Return all entries word for word, but drop any images.

━━━ Information supplied

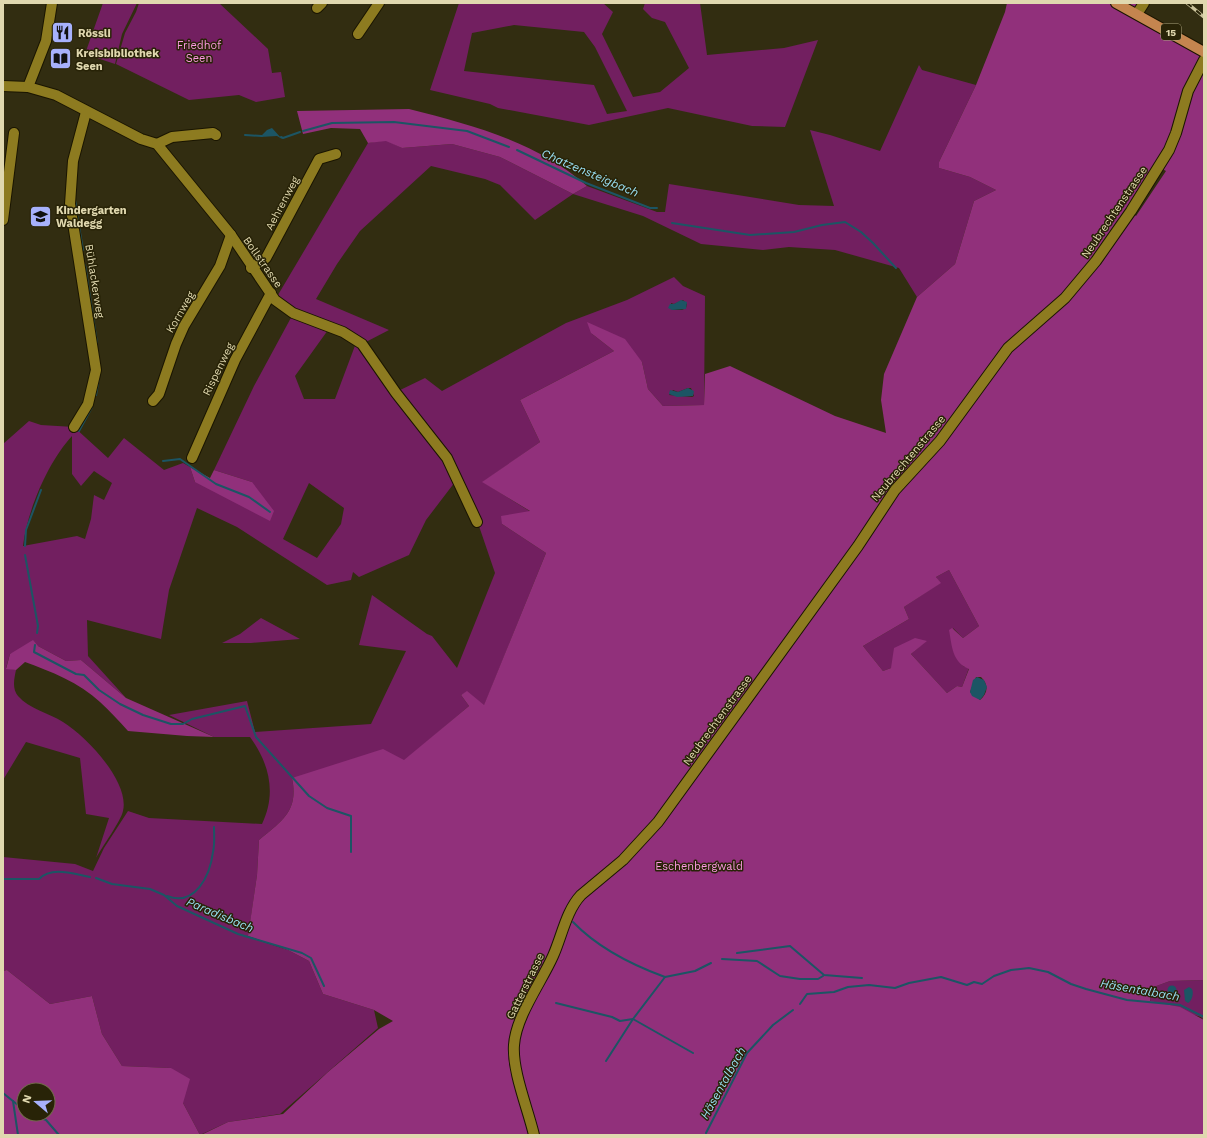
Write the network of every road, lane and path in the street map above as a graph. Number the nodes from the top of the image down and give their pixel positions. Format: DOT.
graph roads {
  1 [pos="52,3"];
  2 [pos="379,3"];
  3 [pos="1116,3"];
  4 [pos="1144,3"];
  5 [pos="1137,14"];
  6 [pos="358,34"];
  7 [pos="1204,52"];
  8 [pos="1204,60"];
  9 [pos="3,86"];
  10 [pos="28,87"];
  11 [pos="86,112"];
  12 [pos="14,133"];
  13 [pos="216,135"];
  14 [pos="158,144"];
  15 [pos="336,154"];
  16 [pos="4,209"];
  17 [pos="3,220"];
  18 [pos="230,235"];
  19 [pos="251,268"];
  20 [pos="271,294"];
  21 [pos="153,401"];
  22 [pos="74,426"];
  23 [pos="192,458"];
  24 [pos="477,522"];
  25 [pos="597,882"];
  26 [pos="534,1135"];
  1 -- 10 [label="street"];
  2 -- 6 [label="street"];
  3 -- 5 [label="main road, 15"];
  4 -- 5 [label="street"];
  5 -- 7 [label="main road, 15"];
  8 -- 25 [label="street, Neubrechtenstrasse"];
  9 -- 10 [label="street"];
  10 -- 11 [label="street"];
  11 -- 14 [label="street"];
  11 -- 22 [label="street, Bühlackerweg"];
  12 -- 16 [label="street"];
  13 -- 14 [label="street"];
  14 -- 18 [label="street, Bollstrasse"];
  15 -- 19 [label="street, Aehrenweg"];
  16 -- 17 [label="street"];
  18 -- 19 [label="street, Bollstrasse"];
  18 -- 21 [label="street, Kornweg"];
  19 -- 20 [label="street, Bollstrasse"];
  20 -- 23 [label="street, Rispenweg"];
  20 -- 24 [label="street, Bollstrasse"];
  25 -- 26 [label="street, Gatterstrasse"];
}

━━━━━━

_Problem solution:_
Write the network of every road, lane and path in the street map above as a graph. Number the nodes from the top of the image down and give their pixel positions. Format: DOT.
graph roads {
  1 [pos="52,3"];
  2 [pos="379,3"];
  3 [pos="1116,3"];
  4 [pos="1144,3"];
  5 [pos="1137,14"];
  6 [pos="358,34"];
  7 [pos="1204,52"];
  8 [pos="1204,60"];
  9 [pos="3,86"];
  10 [pos="28,87"];
  11 [pos="86,112"];
  12 [pos="14,133"];
  13 [pos="216,135"];
  14 [pos="158,144"];
  15 [pos="336,154"];
  16 [pos="4,209"];
  17 [pos="3,220"];
  18 [pos="230,235"];
  19 [pos="251,268"];
  20 [pos="271,294"];
  21 [pos="153,401"];
  22 [pos="74,426"];
  23 [pos="192,458"];
  24 [pos="477,522"];
  25 [pos="597,882"];
  26 [pos="534,1135"];
  1 -- 10 [label="street"];
  2 -- 6 [label="street"];
  3 -- 5 [label="main road, 15"];
  4 -- 5 [label="street"];
  5 -- 7 [label="main road, 15"];
  8 -- 25 [label="street, Neubrechtenstrasse"];
  9 -- 10 [label="street"];
  10 -- 11 [label="street"];
  11 -- 14 [label="street"];
  11 -- 22 [label="street, Bühlackerweg"];
  12 -- 16 [label="street"];
  13 -- 14 [label="street"];
  14 -- 18 [label="street, Bollstrasse"];
  15 -- 19 [label="street, Aehrenweg"];
  16 -- 17 [label="street"];
  18 -- 19 [label="street, Bollstrasse"];
  18 -- 21 [label="street, Kornweg"];
  19 -- 20 [label="street, Bollstrasse"];
  20 -- 23 [label="street, Rispenweg"];
  20 -- 24 [label="street, Bollstrasse"];
  25 -- 26 [label="street, Gatterstrasse"];
}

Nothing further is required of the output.